During the period August 10-17 the airline cancelled some 1,280 flights as a result of the disruption at the London airports. The airline estimates that the financial impact for the month of August was around £40 million. This includes lost revenue and increased costs of hotel accommodation, catering and baggage repatriation.
Since the disruption there has been some impact on forward bookings. The overall level of bookings has returned to levels experienced last year, but is still weaker than the trend of the past few months. The recovery of premium and non-premium transfer traffic, for example, is lagging due to the limitations on carry on baggage at London.
Visibility is limited as airlines emerge from the issues surrounding the August security increases, but underlying market conditions continue to be good.

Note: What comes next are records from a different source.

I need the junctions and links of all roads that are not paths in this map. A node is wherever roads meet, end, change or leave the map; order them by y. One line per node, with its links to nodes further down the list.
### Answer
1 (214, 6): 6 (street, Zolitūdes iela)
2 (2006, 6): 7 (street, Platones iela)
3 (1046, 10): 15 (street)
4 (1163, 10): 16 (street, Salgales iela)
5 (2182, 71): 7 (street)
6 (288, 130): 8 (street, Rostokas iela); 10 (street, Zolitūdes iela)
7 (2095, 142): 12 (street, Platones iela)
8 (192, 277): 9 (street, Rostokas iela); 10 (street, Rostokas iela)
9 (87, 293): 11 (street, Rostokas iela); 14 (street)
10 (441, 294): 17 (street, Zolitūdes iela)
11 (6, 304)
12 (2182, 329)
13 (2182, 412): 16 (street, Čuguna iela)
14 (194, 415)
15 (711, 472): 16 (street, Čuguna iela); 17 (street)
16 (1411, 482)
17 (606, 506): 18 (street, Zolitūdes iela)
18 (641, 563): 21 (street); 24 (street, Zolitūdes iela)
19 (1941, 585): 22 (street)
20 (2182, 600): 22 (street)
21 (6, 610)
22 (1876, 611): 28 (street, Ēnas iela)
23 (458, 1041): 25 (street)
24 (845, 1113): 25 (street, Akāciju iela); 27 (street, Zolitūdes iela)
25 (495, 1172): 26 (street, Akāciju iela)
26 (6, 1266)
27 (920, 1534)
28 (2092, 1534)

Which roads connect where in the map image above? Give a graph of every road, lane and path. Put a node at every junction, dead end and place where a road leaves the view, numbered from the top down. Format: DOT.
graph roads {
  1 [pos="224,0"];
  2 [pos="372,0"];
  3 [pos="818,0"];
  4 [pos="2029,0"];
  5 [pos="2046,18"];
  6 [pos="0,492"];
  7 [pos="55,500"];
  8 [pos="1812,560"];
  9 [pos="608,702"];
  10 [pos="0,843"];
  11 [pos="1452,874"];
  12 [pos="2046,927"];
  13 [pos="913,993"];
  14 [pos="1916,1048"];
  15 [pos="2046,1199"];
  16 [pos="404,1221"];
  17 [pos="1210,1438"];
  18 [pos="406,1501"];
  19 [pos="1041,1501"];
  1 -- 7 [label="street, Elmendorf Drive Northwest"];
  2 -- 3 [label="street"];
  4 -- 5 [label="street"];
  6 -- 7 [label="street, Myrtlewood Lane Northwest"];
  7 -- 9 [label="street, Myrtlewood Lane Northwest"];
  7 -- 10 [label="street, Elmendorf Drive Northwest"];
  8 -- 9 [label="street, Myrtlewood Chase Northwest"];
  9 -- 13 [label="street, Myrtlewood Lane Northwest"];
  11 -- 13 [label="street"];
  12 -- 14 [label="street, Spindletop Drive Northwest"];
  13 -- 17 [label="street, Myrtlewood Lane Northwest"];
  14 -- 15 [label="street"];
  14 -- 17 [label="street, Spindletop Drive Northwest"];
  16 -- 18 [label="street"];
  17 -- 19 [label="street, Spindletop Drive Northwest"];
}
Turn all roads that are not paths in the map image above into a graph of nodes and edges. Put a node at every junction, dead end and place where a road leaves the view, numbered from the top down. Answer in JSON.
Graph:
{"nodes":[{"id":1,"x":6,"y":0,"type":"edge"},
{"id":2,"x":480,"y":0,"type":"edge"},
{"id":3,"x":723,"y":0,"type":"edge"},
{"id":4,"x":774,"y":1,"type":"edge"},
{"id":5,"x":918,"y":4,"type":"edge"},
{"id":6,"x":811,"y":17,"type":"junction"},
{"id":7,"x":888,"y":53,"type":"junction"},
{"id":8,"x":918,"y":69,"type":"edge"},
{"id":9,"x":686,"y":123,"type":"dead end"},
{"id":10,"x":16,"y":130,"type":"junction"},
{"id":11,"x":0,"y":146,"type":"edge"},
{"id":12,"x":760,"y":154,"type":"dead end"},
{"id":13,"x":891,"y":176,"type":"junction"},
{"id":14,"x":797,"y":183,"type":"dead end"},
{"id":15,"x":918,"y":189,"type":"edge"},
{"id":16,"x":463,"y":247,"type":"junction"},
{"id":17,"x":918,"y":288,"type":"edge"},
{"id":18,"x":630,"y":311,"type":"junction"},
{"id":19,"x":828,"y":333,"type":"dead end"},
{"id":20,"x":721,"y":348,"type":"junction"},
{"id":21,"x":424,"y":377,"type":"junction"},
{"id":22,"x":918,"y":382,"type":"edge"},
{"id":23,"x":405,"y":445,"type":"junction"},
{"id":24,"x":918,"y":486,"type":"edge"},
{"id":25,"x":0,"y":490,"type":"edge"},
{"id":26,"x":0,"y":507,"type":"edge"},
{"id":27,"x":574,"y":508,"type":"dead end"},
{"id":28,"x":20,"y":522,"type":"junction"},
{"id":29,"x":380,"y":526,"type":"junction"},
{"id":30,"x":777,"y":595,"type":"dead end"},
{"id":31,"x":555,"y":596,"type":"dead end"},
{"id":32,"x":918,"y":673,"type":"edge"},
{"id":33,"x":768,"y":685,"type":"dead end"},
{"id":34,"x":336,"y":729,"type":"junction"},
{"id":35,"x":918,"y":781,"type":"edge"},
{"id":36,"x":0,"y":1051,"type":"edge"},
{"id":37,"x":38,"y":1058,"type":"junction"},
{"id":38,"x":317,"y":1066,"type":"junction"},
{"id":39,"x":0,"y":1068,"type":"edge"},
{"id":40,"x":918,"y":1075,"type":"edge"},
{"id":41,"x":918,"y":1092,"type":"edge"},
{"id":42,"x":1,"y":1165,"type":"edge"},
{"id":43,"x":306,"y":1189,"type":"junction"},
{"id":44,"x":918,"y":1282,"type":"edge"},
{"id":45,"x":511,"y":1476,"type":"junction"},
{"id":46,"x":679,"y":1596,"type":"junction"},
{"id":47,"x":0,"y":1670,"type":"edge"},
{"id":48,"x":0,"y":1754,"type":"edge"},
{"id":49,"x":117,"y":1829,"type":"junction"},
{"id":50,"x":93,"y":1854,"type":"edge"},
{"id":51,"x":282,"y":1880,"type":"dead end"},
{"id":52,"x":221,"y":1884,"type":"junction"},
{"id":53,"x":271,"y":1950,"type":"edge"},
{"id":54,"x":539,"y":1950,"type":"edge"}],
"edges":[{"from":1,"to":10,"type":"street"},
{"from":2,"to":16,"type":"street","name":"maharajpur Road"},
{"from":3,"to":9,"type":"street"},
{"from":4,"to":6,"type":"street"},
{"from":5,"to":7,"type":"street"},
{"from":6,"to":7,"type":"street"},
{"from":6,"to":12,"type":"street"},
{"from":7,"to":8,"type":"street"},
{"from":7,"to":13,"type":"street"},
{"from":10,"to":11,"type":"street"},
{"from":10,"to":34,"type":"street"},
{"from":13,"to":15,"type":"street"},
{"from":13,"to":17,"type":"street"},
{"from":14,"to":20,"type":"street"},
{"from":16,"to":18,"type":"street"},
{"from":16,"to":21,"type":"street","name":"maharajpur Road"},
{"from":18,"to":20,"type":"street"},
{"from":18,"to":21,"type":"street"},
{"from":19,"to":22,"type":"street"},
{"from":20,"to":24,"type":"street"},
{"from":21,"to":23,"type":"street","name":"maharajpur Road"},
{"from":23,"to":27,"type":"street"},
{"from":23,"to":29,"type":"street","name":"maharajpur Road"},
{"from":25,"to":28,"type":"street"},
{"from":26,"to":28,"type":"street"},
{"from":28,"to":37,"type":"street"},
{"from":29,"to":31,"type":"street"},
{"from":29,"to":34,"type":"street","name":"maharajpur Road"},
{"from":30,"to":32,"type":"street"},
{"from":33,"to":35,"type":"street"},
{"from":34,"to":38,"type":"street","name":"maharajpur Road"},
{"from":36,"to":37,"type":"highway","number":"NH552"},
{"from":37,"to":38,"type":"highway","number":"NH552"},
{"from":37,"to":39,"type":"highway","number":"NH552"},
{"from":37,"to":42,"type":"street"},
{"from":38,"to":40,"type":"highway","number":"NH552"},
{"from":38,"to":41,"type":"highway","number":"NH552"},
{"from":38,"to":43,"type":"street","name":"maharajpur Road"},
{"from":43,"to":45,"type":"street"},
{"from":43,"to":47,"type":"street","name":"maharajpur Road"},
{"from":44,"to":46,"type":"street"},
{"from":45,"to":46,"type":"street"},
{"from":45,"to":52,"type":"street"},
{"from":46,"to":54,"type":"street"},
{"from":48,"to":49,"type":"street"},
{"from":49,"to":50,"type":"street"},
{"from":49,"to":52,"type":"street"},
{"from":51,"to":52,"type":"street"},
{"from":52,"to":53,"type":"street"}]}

British Airways called on the Office of Fair Trading to refer its study on the UK airports market to the Competition Commission because of its concerns about current airport regulation and ownership.
The airline said separate ownership of London Heathrow and London Stansted airports should be considered because decisions on new runways in South East England should not be concentrated in the hands of one company.
In the event of a break-up of BAA, the airline said there will be a continued need for strong regulation to protect users against monopoly power, particularly at London Heathrow and London Gatwick.
The airline sold its Travel Clinic business to MASTA (Medical Advisory Services for Travellers Abroad)
who will become British Airways Preferred Partner for travel health services from this month.
Meanwhile Alan McDonald, British Airways’ Director of Engineering, announced his retirement after 40 years at the airline. He will be succeeded by Garry Copeland, currently General Manager Quality and Engineering Services from September 15.
British Airways has also been nominated this year for a
World Travel Award as World’s Leading Airline.